### [Listed records]

-------------------------

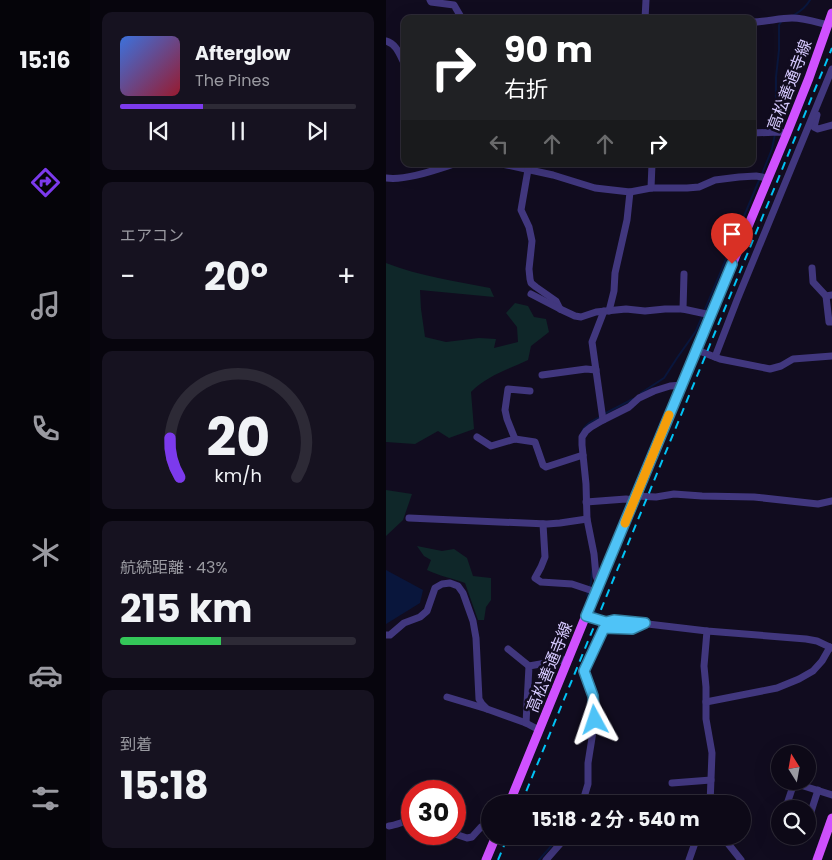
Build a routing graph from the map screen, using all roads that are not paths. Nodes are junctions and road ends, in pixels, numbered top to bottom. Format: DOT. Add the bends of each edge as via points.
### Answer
graph roads {
  1 [pos="430,0"];
  2 [pos="646,0"];
  3 [pos="832,13"];
  4 [pos="460,15"];
  5 [pos="645,15"];
  6 [pos="756,22"];
  7 [pos="828,25"];
  8 [pos="386,41"];
  9 [pos="401,57"];
  10 [pos="832,70"];
  11 [pos="816,107"];
  12 [pos="832,125"];
  13 [pos="756,133"];
  14 [pos="787,134"];
  15 [pos="444,167"];
  16 [pos="529,167"];
  17 [pos="652,167"];
  18 [pos="386,178"];
  19 [pos="768,178"];
  20 [pos="651,188"];
  21 [pos="630,192"];
  22 [pos="812,268"];
  23 [pos="684,274"];
  24 [pos="531,294"];
  25 [pos="829,296"];
  26 [pos="560,309"];
  27 [pos="683,310"];
  28 [pos="606,311"];
  29 [pos="711,315"];
  30 [pos="832,322"];
  31 [pos="697,350"];
  32 [pos="832,356"];
  33 [pos="715,357"];
  34 [pos="596,370"];
  35 [pos="542,375"];
  36 [pos="682,386"];
  37 [pos="530,391"];
  38 [pos="603,420"];
  39 [pos="477,437"];
  40 [pos="515,439"];
  41 [pos="583,456"];
  42 [pos="635,498"];
  43 [pos="832,501"];
  44 [pos="586,502"];
  45 [pos="409,518"];
  46 [pos="587,519"];
  47 [pos="543,524"];
  48 [pos="598,587"];
  49 [pos="586,616"];
  50 [pos="645,623"];
  51 [pos="708,631"];
  52 [pos="386,635"];
  53 [pos="831,647"];
  54 [pos="508,649"];
  55 [pos="568,658"];
  56 [pos="529,666"];
  57 [pos="446,697"];
  58 [pos="706,702"];
  59 [pos="487,709"];
  60 [pos="526,723"];
  61 [pos="540,730"];
  62 [pos="711,780"];
  63 [pos="672,782"];
  64 [pos="818,790"];
  65 [pos="513,795"];
  66 [pos="585,795"];
  67 [pos="710,795"];
  68 [pos="832,795"];
  69 [pos="788,800"];
  70 [pos="815,800"];
  71 [pos="832,818"];
  72 [pos="401,823"];
  73 [pos="389,826"];
  74 [pos="481,827"];
  75 [pos="466,838"];
  76 [pos="492,845"];
  77 [pos="559,845"];
  78 [pos="694,845"];
  79 [pos="729,845"];
  80 [pos="819,859"];
  81 [pos="486,860"];
  82 [pos="546,860"];
  83 [pos="689,860"];
  84 [pos="741,860"];
  1 -- 4 [label="street" via="454,5"];
  2 -- 5 [label="street"];
  3 -- 7 [label="main road, 高松善通寺線"];
  6 -- 7 [label="street" via="795,18"];
  7 -- 14 [label="main road, 高松善通寺線"];
  8 -- 9 [label="street" via="396,47"];
  10 -- 11 [label="street"];
  11 -- 12 [label="street" via="814,127"];
  11 -- 33 [label="street"];
  13 -- 14 [label="street"];
  14 -- 19 [label="main road, 高松善通寺線"];
  15 -- 18 [label="street" via="416,175"];
  16 -- 21 [label="street" via="595,188"];
  16 -- 26 [label="street" via="521,210 532,241 530,279 556,301"];
  17 -- 20 [label="street"];
  19 -- 20 [label="street" via="739,176 715,180 699,187"];
  19 -- 29 [label="main road, 高松善通寺線"];
  20 -- 21 [label="street"];
  21 -- 28 [label="street" via="614,291"];
  22 -- 25 [label="street" via="813,282"];
  23 -- 27 [label="street"];
  24 -- 26 [label="street"];
  25 -- 30 [label="street" via="829,322"];
  26 -- 28 [label="street" via="581,317"];
  27 -- 28 [label="street"];
  27 -- 29 [label="street"];
  28 -- 34 [label="street" via="592,342"];
  29 -- 31 [label="main road, 高松善通寺線"];
  31 -- 33 [label="street"];
  31 -- 36 [label="main road, 高松善通寺線"];
  32 -- 33 [label="street" via="794,359 770,369"];
  34 -- 35 [label="street"];
  34 -- 38 [label="street"];
  36 -- 38 [label="street" via="654,391"];
  36 -- 42 [label="main road, 高松善通寺線"];
  37 -- 40 [label="street" via="508,389 505,410"];
  38 -- 41 [label="street" via="582,436"];
  39 -- 40 [label="street" via="491,446"];
  40 -- 41 [label="street" via="535,442 546,468"];
  41 -- 44 [label="street"];
  42 -- 43 [label="street" via="674,494 754,497 818,504"];
  42 -- 44 [label="street"];
  42 -- 48 [label="main road, 高松善通寺線"];
  44 -- 46 [label="street"];
  45 -- 47 [label="street"];
  46 -- 47 [label="street"];
  46 -- 48 [label="street"];
  47 -- 48 [label="street" via="545,557 535,578 541,582"];
  48 -- 49 [label="main road, 高松善通寺線"];
  49 -- 50 [label="street" via="606,622"];
  49 -- 55 [label="main road, 高松善通寺線"];
  50 -- 51 [label="street"];
  50 -- 66 [label="street" via="632,629 604,628 584,671 593,696 595,720"];
  51 -- 53 [label="street" via="806,639"];
  51 -- 58 [label="street" via="704,666"];
  52 -- 59 [label="street" via="427,611 434,588 450,583 458,586 474,621 479,699"];
  53 -- 58 [label="street" via="813,671 799,680 777,688"];
  54 -- 56 [label="street"];
  55 -- 56 [label="street"];
  55 -- 61 [label="main road, 高松善通寺線"];
  56 -- 60 [label="street"];
  57 -- 59 [label="street"];
  58 -- 62 [label="street" via="712,753"];
  59 -- 60 [label="street"];
  60 -- 61 [label="street"];
  61 -- 65 [label="main road, 高松善通寺線"];
  62 -- 63 [label="street"];
  62 -- 67 [label="street"];
  64 -- 68 [label="street"];
  64 -- 69 [label="street" via="794,783"];
  64 -- 70 [label="street"];
  71 -- 80 [label="main road"];
  72 -- 73 [label="street"];
  74 -- 75 [label="street" via="472,837"];
  76 -- 81 [label="main road"];
  77 -- 82 [label="street"];
  78 -- 83 [label="street"];
  79 -- 84 [label="street"];
}
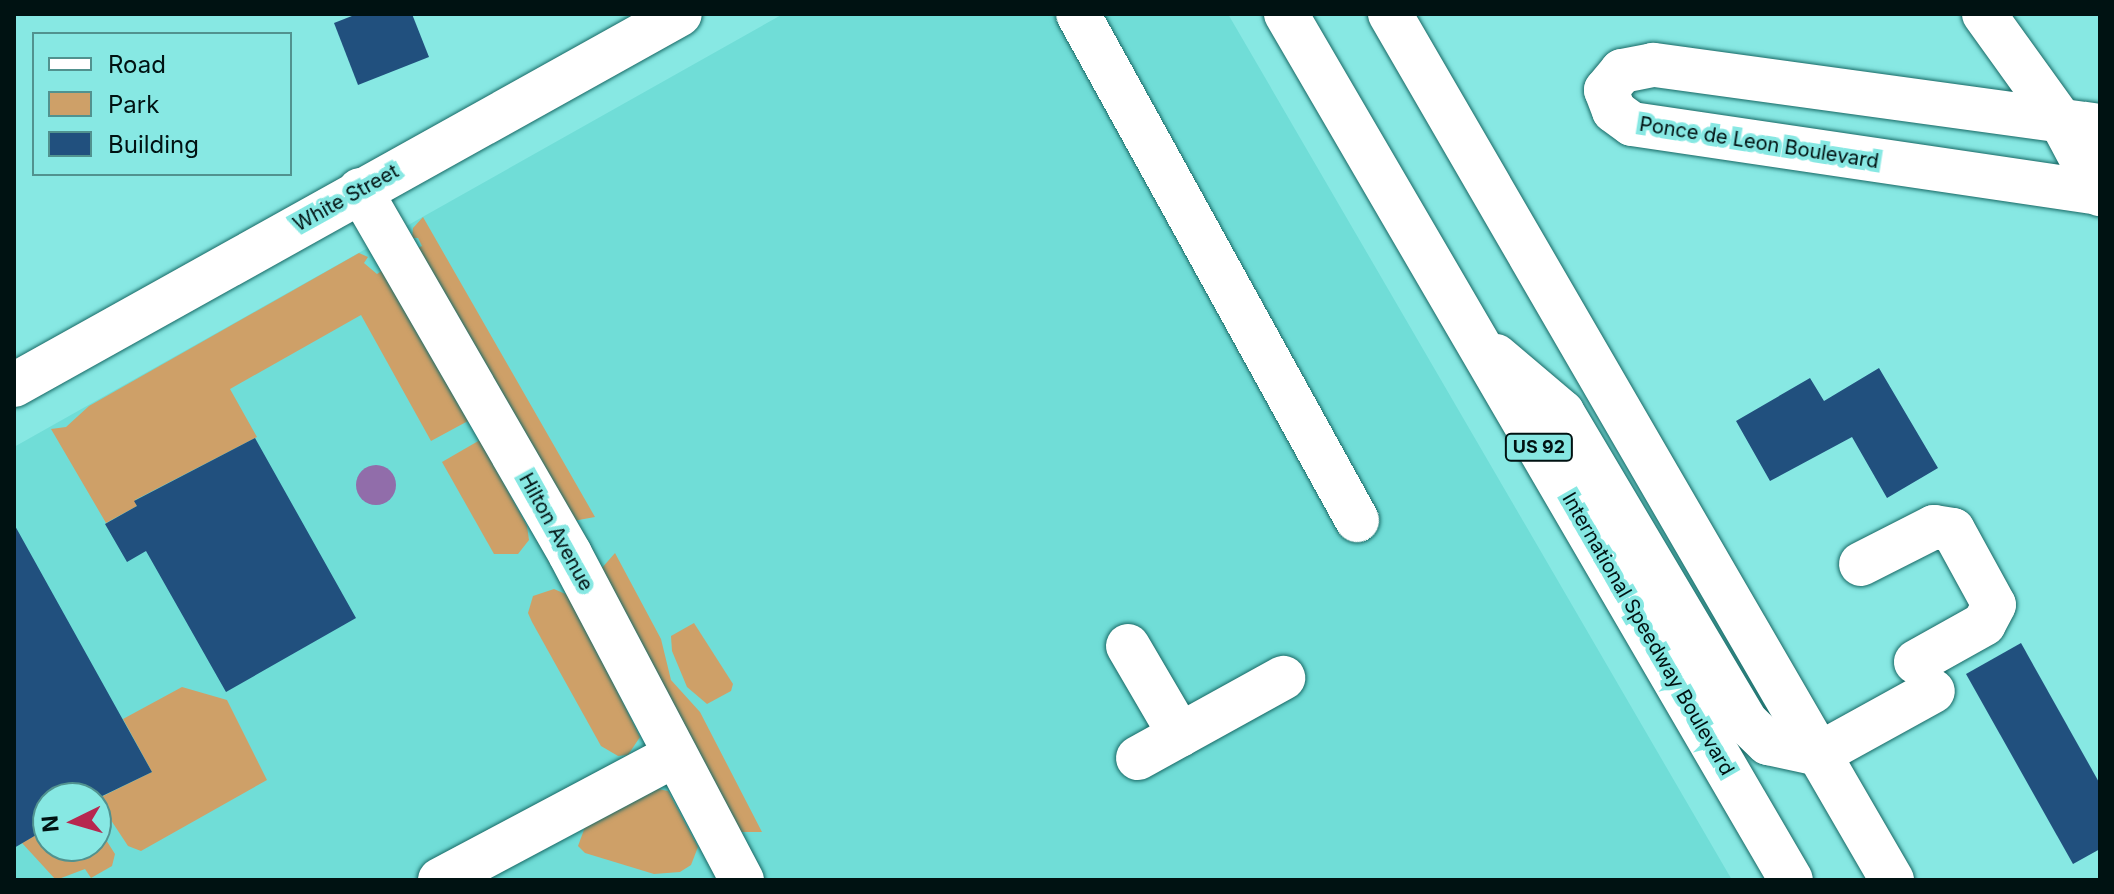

-------------------------

What is needed is an exact copy of the records above, with no pictures in it.

### [Exercise answer]
Build a routing graph from the map screen, using all roads that are not paths. Nodes are junctions and road ends, in pixels, numbered top to bottom. Format: DOT. Add the bends of each edge as via points.
### Answer
graph roads {
  1 [pos="430,0"];
  2 [pos="646,0"];
  3 [pos="832,13"];
  4 [pos="460,15"];
  5 [pos="645,15"];
  6 [pos="756,22"];
  7 [pos="828,25"];
  8 [pos="386,41"];
  9 [pos="401,57"];
  10 [pos="832,70"];
  11 [pos="816,107"];
  12 [pos="832,125"];
  13 [pos="756,133"];
  14 [pos="787,134"];
  15 [pos="444,167"];
  16 [pos="529,167"];
  17 [pos="652,167"];
  18 [pos="386,178"];
  19 [pos="768,178"];
  20 [pos="651,188"];
  21 [pos="630,192"];
  22 [pos="812,268"];
  23 [pos="684,274"];
  24 [pos="531,294"];
  25 [pos="829,296"];
  26 [pos="560,309"];
  27 [pos="683,310"];
  28 [pos="606,311"];
  29 [pos="711,315"];
  30 [pos="832,322"];
  31 [pos="697,350"];
  32 [pos="832,356"];
  33 [pos="715,357"];
  34 [pos="596,370"];
  35 [pos="542,375"];
  36 [pos="682,386"];
  37 [pos="530,391"];
  38 [pos="603,420"];
  39 [pos="477,437"];
  40 [pos="515,439"];
  41 [pos="583,456"];
  42 [pos="635,498"];
  43 [pos="832,501"];
  44 [pos="586,502"];
  45 [pos="409,518"];
  46 [pos="587,519"];
  47 [pos="543,524"];
  48 [pos="598,587"];
  49 [pos="586,616"];
  50 [pos="645,623"];
  51 [pos="708,631"];
  52 [pos="386,635"];
  53 [pos="831,647"];
  54 [pos="508,649"];
  55 [pos="568,658"];
  56 [pos="529,666"];
  57 [pos="446,697"];
  58 [pos="706,702"];
  59 [pos="487,709"];
  60 [pos="526,723"];
  61 [pos="540,730"];
  62 [pos="711,780"];
  63 [pos="672,782"];
  64 [pos="818,790"];
  65 [pos="513,795"];
  66 [pos="585,795"];
  67 [pos="710,795"];
  68 [pos="832,795"];
  69 [pos="788,800"];
  70 [pos="815,800"];
  71 [pos="832,818"];
  72 [pos="401,823"];
  73 [pos="389,826"];
  74 [pos="481,827"];
  75 [pos="466,838"];
  76 [pos="492,845"];
  77 [pos="559,845"];
  78 [pos="694,845"];
  79 [pos="729,845"];
  80 [pos="819,859"];
  81 [pos="486,860"];
  82 [pos="546,860"];
  83 [pos="689,860"];
  84 [pos="741,860"];
  1 -- 4 [label="street" via="454,5"];
  2 -- 5 [label="street"];
  3 -- 7 [label="main road, 高松善通寺線"];
  6 -- 7 [label="street" via="795,18"];
  7 -- 14 [label="main road, 高松善通寺線"];
  8 -- 9 [label="street" via="396,47"];
  10 -- 11 [label="street"];
  11 -- 12 [label="street" via="814,127"];
  11 -- 33 [label="street"];
  13 -- 14 [label="street"];
  14 -- 19 [label="main road, 高松善通寺線"];
  15 -- 18 [label="street" via="416,175"];
  16 -- 21 [label="street" via="595,188"];
  16 -- 26 [label="street" via="521,210 532,241 530,279 556,301"];
  17 -- 20 [label="street"];
  19 -- 20 [label="street" via="739,176 715,180 699,187"];
  19 -- 29 [label="main road, 高松善通寺線"];
  20 -- 21 [label="street"];
  21 -- 28 [label="street" via="614,291"];
  22 -- 25 [label="street" via="813,282"];
  23 -- 27 [label="street"];
  24 -- 26 [label="street"];
  25 -- 30 [label="street" via="829,322"];
  26 -- 28 [label="street" via="581,317"];
  27 -- 28 [label="street"];
  27 -- 29 [label="street"];
  28 -- 34 [label="street" via="592,342"];
  29 -- 31 [label="main road, 高松善通寺線"];
  31 -- 33 [label="street"];
  31 -- 36 [label="main road, 高松善通寺線"];
  32 -- 33 [label="street" via="794,359 770,369"];
  34 -- 35 [label="street"];
  34 -- 38 [label="street"];
  36 -- 38 [label="street" via="654,391"];
  36 -- 42 [label="main road, 高松善通寺線"];
  37 -- 40 [label="street" via="508,389 505,410"];
  38 -- 41 [label="street" via="582,436"];
  39 -- 40 [label="street" via="491,446"];
  40 -- 41 [label="street" via="535,442 546,468"];
  41 -- 44 [label="street"];
  42 -- 43 [label="street" via="674,494 754,497 818,504"];
  42 -- 44 [label="street"];
  42 -- 48 [label="main road, 高松善通寺線"];
  44 -- 46 [label="street"];
  45 -- 47 [label="street"];
  46 -- 47 [label="street"];
  46 -- 48 [label="street"];
  47 -- 48 [label="street" via="545,557 535,578 541,582"];
  48 -- 49 [label="main road, 高松善通寺線"];
  49 -- 50 [label="street" via="606,622"];
  49 -- 55 [label="main road, 高松善通寺線"];
  50 -- 51 [label="street"];
  50 -- 66 [label="street" via="632,629 604,628 584,671 593,696 595,720"];
  51 -- 53 [label="street" via="806,639"];
  51 -- 58 [label="street" via="704,666"];
  52 -- 59 [label="street" via="427,611 434,588 450,583 458,586 474,621 479,699"];
  53 -- 58 [label="street" via="813,671 799,680 777,688"];
  54 -- 56 [label="street"];
  55 -- 56 [label="street"];
  55 -- 61 [label="main road, 高松善通寺線"];
  56 -- 60 [label="street"];
  57 -- 59 [label="street"];
  58 -- 62 [label="street" via="712,753"];
  59 -- 60 [label="street"];
  60 -- 61 [label="street"];
  61 -- 65 [label="main road, 高松善通寺線"];
  62 -- 63 [label="street"];
  62 -- 67 [label="street"];
  64 -- 68 [label="street"];
  64 -- 69 [label="street" via="794,783"];
  64 -- 70 [label="street"];
  71 -- 80 [label="main road"];
  72 -- 73 [label="street"];
  74 -- 75 [label="street" via="472,837"];
  76 -- 81 [label="main road"];
  77 -- 82 [label="street"];
  78 -- 83 [label="street"];
  79 -- 84 [label="street"];
}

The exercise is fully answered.